当初は、インターネット上のコミュニティに入り浸る者が、現実生活が充実していないことを自虐的に表現するための対語的造語だった[4]。当時は「友達が1人でもいればリア充」とされた。その後、このニュアンスは、従来のネット文化に(触れずにいた事から)染まっていない、フィーチャーホンを介したネットの利用者たちが流入するにつれ、彼らの恋愛や仕事の充実ぶりに対する妬みへと変化していった[4]。
概念自体は2005年頃に2ちゃんねるの大学生活板で成立[4]しリアル充実組と呼ばれていたが、2006年初頭に今のリア充の形として使われ始めた。その後、2007年夏頃からブログやtwitterでも流行した[4]。未来検索ブラジルの主催するユーザ(2ちゃんねらー)投票企画「ネット流行語大賞」では2007年に21位となった[5]。2011年には女子中高生ケータイ流行語大賞の金賞に選ばれるまでに成長し、ギャル語として確固たる地位を獲得するに至った。

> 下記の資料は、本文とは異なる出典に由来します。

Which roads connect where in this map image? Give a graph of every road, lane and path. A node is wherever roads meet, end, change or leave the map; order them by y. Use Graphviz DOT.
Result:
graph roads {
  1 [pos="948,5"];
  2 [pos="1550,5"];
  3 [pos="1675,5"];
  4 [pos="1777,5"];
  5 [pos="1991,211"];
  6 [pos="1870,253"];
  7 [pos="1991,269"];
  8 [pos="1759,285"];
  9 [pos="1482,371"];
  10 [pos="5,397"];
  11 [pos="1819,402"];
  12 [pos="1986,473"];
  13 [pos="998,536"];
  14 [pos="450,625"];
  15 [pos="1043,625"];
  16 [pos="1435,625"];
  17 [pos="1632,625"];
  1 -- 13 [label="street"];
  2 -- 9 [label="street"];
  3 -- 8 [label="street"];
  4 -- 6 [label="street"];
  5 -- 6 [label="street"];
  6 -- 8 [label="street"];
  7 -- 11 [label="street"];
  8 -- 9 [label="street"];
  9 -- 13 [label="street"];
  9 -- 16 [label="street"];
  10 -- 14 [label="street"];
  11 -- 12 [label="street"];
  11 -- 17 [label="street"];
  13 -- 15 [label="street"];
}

日経BPの2007年時点の記事[4]では、アンサイクロペディアの「リア充」の項目に列挙されているリア充の条件から、いずれも携帯電話(2020年代でいうスマートフォン)さえ持っていればパソコンを必要としていないことを指摘し、そこから、ネットとは別にリアルの充実に価値を見いだす、ネットとリアルの住み分けが進んでいるのではないか、と分析していた。

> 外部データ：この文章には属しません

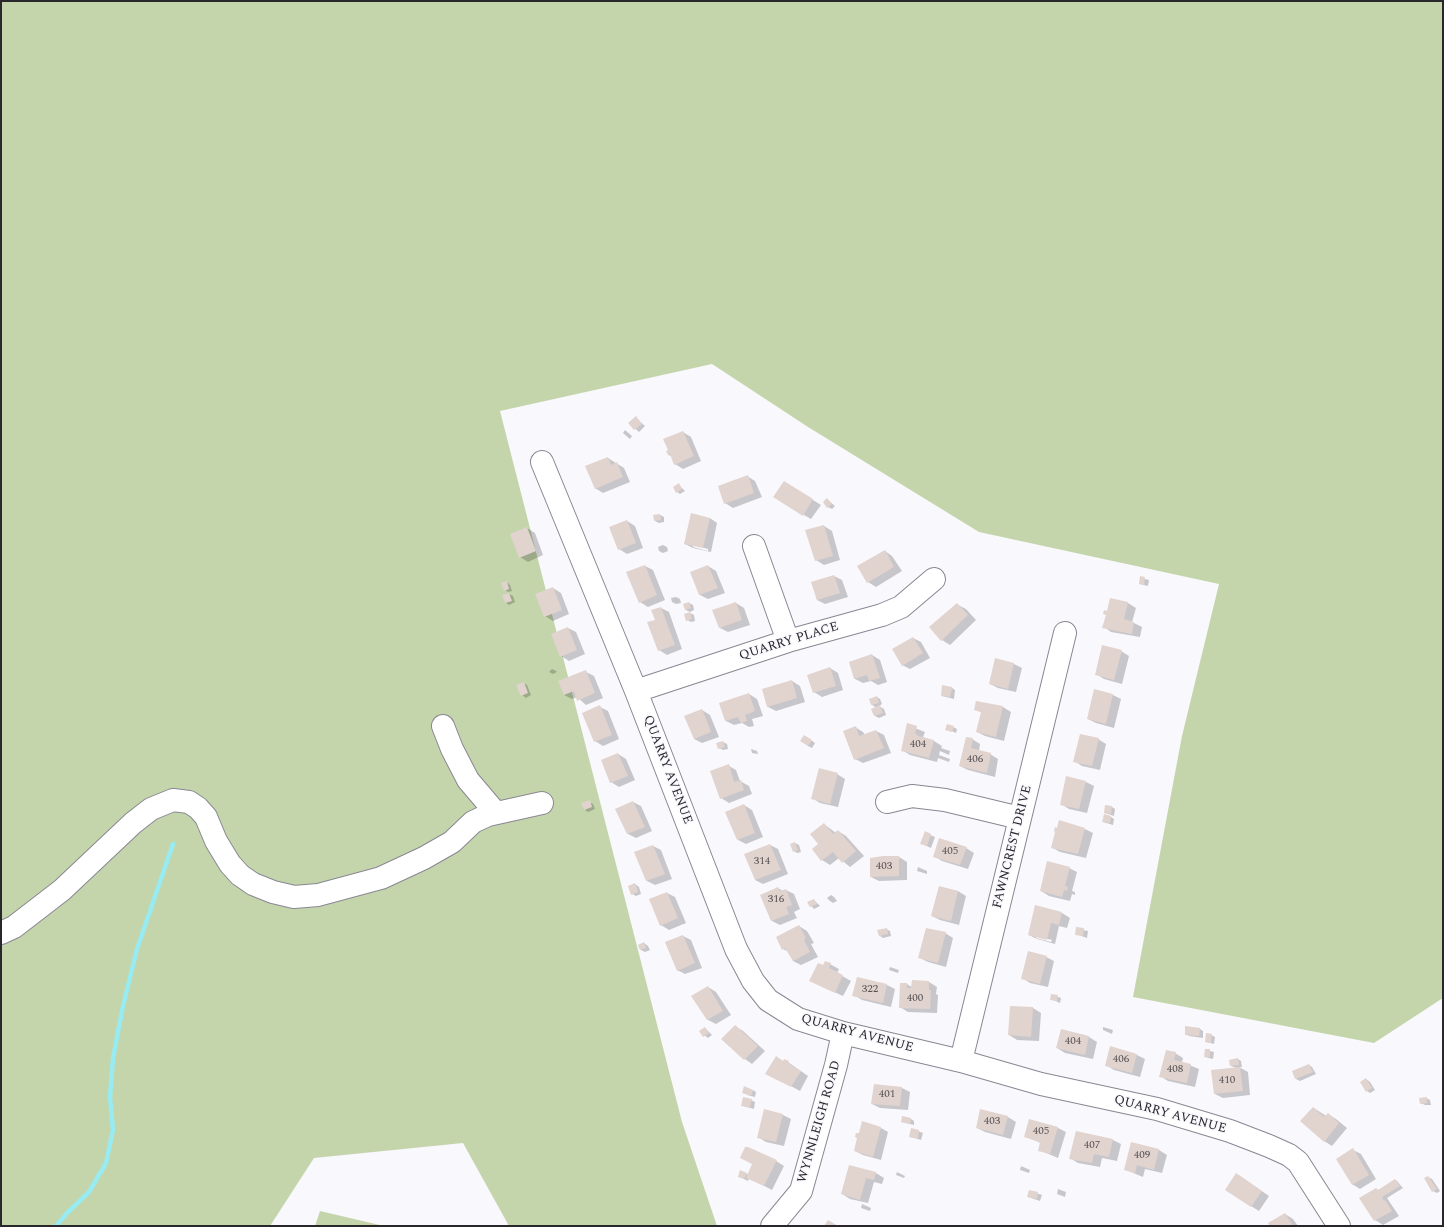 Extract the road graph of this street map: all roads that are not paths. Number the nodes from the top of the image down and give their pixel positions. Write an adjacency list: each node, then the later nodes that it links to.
1 (542, 462): 6 (street, QUARRY AVENUE)
2 (754, 546): 5 (street)
3 (934, 579): 5 (street, QUARRY PLACE)
4 (1065, 633): 11 (street, FAWNCREST DRIVE)
5 (788, 641): 6 (street, QUARRY PLACE)
6 (636, 691): 13 (street, QUARRY AVENUE)
7 (443, 726): 10 (street)
8 (887, 802): 11 (street)
9 (542, 803): 10 (street)
10 (496, 813): 12 (street)
11 (1020, 818): 14 (street, FAWNCREST DRIVE)
12 (1, 934)
13 (844, 1033): 14 (street, QUARRY AVENUE); 15 (street, WYNNLEIGH ROAD)
14 (961, 1060): 16 (street, QUARRY AVENUE)
15 (772, 1226)
16 (1339, 1226)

メール転送サービス「CLUB BBQ」を提供する株式会社アイシェアは、2009年3月に同サービス利用者を対象に、「リア充」を含むインターネットスラングに関する意識調査を実施・発表した[6]。「リア充」の意味を分かると答えたのは436人中115人の26.4%、また「趣味・仕事・人間関係など、実生活が充実しているのを『リア充』だとすると」[注釈 1]という前提で、自分を「リア充」だと思うかとの質問には、「かなり」「どちらかというと」を含めて436人中233人、53.4%が「リア充」であると答えた。「リア充」であると答えた層の方が、そうでない層よりインターネットを使用する時間が短めで、また睡眠時間が長い傾向にある、とアイシェアは分析している。
- ^ かぎ括弧内はアイシェア「ネットスラングランキング」より引用。